Stored items

·····

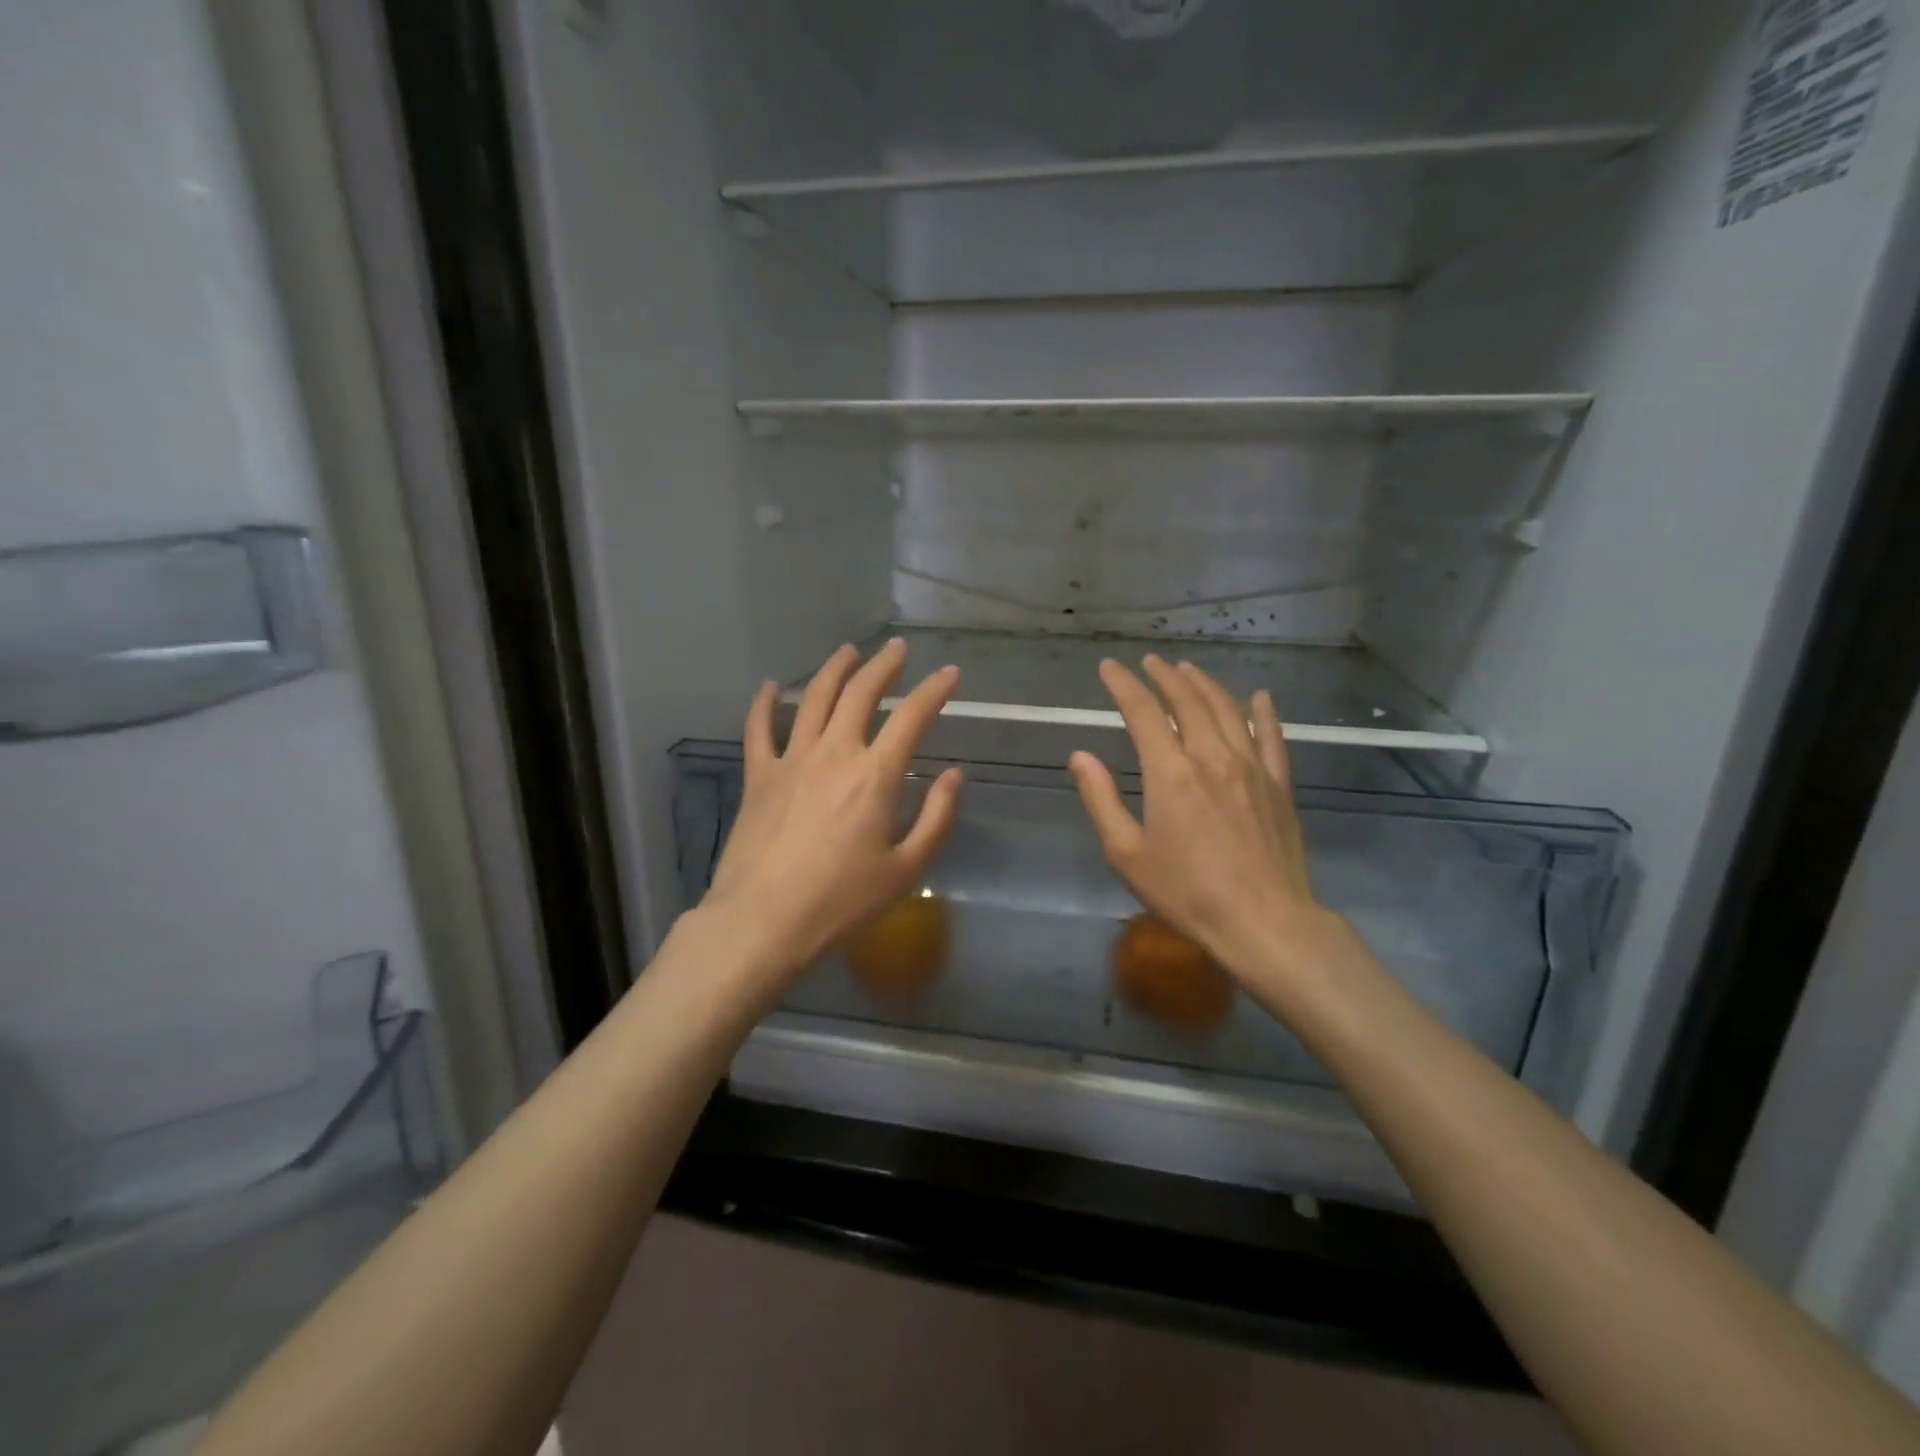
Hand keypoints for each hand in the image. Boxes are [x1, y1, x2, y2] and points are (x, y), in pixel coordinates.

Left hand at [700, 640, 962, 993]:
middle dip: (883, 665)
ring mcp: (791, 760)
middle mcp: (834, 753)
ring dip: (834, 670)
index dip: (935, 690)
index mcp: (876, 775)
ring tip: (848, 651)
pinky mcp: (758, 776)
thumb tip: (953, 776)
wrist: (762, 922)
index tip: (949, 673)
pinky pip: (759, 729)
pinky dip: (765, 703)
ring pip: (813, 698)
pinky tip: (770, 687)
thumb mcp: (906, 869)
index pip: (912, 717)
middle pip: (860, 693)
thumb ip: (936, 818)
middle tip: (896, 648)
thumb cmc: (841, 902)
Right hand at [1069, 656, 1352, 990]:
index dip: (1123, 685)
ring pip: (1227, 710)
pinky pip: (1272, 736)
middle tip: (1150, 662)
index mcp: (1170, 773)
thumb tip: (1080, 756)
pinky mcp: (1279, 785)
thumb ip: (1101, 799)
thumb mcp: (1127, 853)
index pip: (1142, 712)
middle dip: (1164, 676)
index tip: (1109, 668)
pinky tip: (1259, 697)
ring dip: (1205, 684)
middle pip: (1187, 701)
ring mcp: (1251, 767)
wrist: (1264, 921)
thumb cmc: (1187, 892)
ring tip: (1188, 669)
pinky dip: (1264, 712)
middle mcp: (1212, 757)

·····

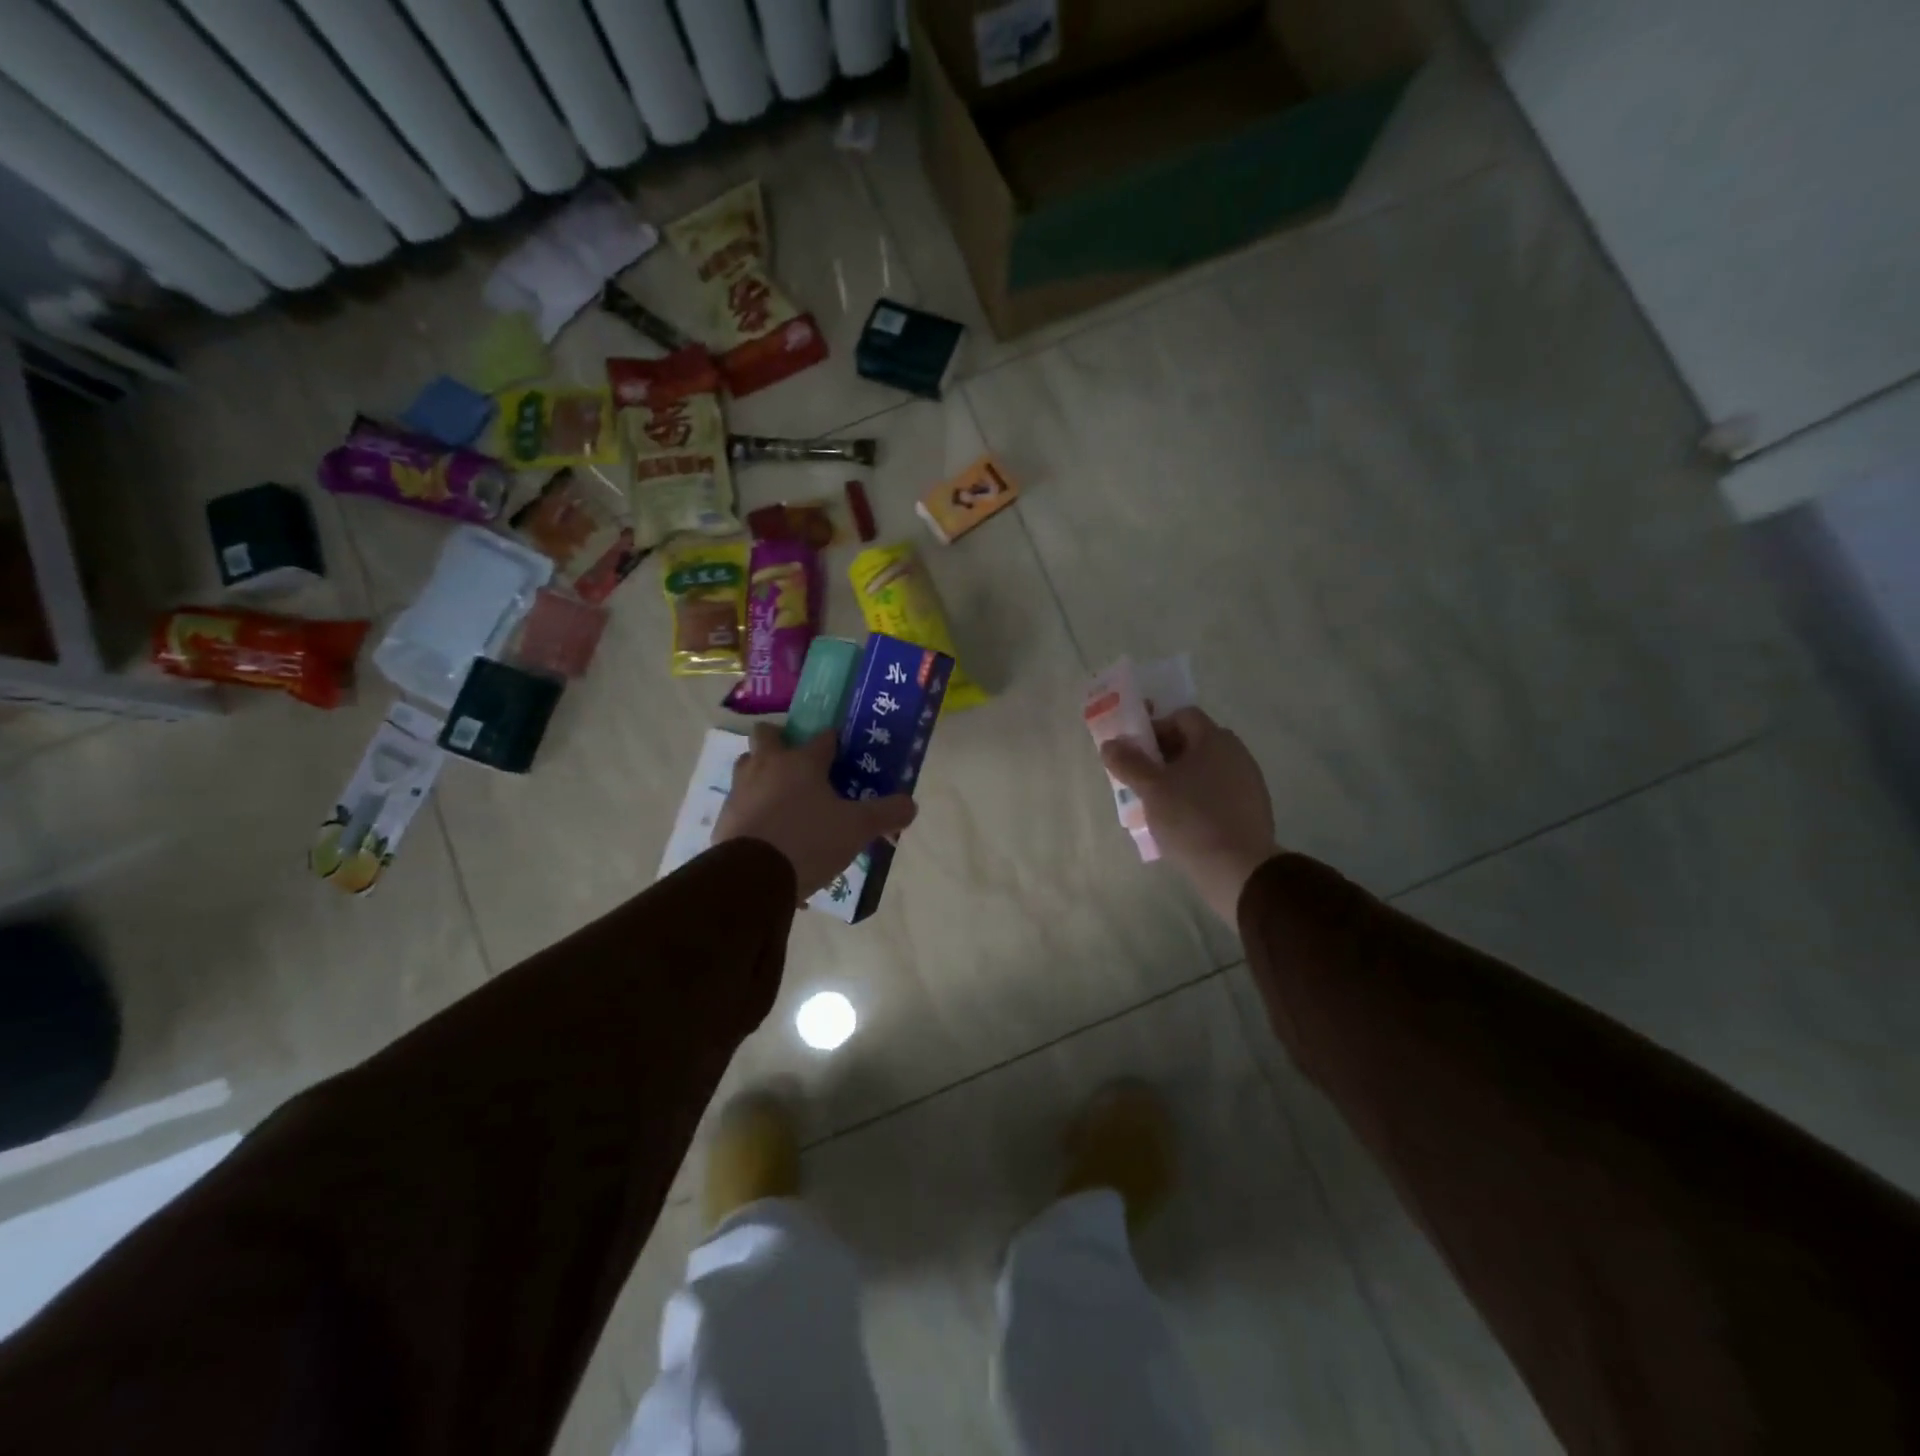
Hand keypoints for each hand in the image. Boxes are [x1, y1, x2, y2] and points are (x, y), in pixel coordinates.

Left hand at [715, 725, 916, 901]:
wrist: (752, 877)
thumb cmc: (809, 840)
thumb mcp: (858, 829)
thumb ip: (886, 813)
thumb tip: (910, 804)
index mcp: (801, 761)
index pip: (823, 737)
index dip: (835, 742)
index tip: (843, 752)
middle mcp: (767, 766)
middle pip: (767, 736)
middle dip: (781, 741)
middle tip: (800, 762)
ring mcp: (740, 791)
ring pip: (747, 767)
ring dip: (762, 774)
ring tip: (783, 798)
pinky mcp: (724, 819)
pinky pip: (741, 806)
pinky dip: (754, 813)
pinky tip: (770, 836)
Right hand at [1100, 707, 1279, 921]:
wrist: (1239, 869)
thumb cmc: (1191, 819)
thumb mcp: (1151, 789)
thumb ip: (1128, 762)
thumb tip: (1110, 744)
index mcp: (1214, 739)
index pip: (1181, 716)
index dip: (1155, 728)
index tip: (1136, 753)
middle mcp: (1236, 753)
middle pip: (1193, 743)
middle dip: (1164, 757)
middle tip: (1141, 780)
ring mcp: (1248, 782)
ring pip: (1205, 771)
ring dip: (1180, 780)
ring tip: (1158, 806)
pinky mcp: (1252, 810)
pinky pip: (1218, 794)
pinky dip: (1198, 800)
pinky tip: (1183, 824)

·····

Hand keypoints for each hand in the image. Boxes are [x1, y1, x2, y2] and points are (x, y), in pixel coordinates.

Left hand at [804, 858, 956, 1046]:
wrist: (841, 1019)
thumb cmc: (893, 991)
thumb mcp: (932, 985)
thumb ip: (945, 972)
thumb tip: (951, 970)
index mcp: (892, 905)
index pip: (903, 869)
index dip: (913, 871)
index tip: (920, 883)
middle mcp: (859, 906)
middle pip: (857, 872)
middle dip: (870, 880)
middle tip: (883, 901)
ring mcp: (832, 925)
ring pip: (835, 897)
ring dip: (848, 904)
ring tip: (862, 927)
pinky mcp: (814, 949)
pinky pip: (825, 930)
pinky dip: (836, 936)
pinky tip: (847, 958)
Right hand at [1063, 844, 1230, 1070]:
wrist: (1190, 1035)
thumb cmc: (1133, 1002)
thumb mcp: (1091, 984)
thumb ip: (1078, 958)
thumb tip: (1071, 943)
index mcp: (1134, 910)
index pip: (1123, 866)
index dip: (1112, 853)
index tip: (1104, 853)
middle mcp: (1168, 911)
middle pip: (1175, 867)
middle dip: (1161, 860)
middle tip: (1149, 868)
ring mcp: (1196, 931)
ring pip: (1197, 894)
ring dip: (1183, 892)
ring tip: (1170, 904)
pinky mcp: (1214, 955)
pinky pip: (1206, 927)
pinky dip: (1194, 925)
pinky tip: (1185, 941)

·····

▸ **WHAT YOU HAVE TO DO**
Collect every line above that contains the word "hand".

▸ **EXERCISE ANSWER**
Hand keypoints for each hand in the image. Boxes are [x1, y1, x2, y2] and points are (x, y), in pixel coordinates.
Left hand at [700, 640, 962, 993]:
Right hand at [1069, 656, 1352, 990]:
Hand keypoints for each hand in the image. Boxes are [x1, y1, x2, y2] and points are (x, y), in pixel coordinates.
Left hand at [715, 725, 916, 901]:
Right hand at [1100, 707, 1279, 921]:
Hand keypoints for each hand in the image. Boxes are [x1, y1, x2, y2] and points are (x, y), in pixel coordinates.
Left hand at [804, 858, 956, 1046]:
Right hand at [1063, 844, 1230, 1070]:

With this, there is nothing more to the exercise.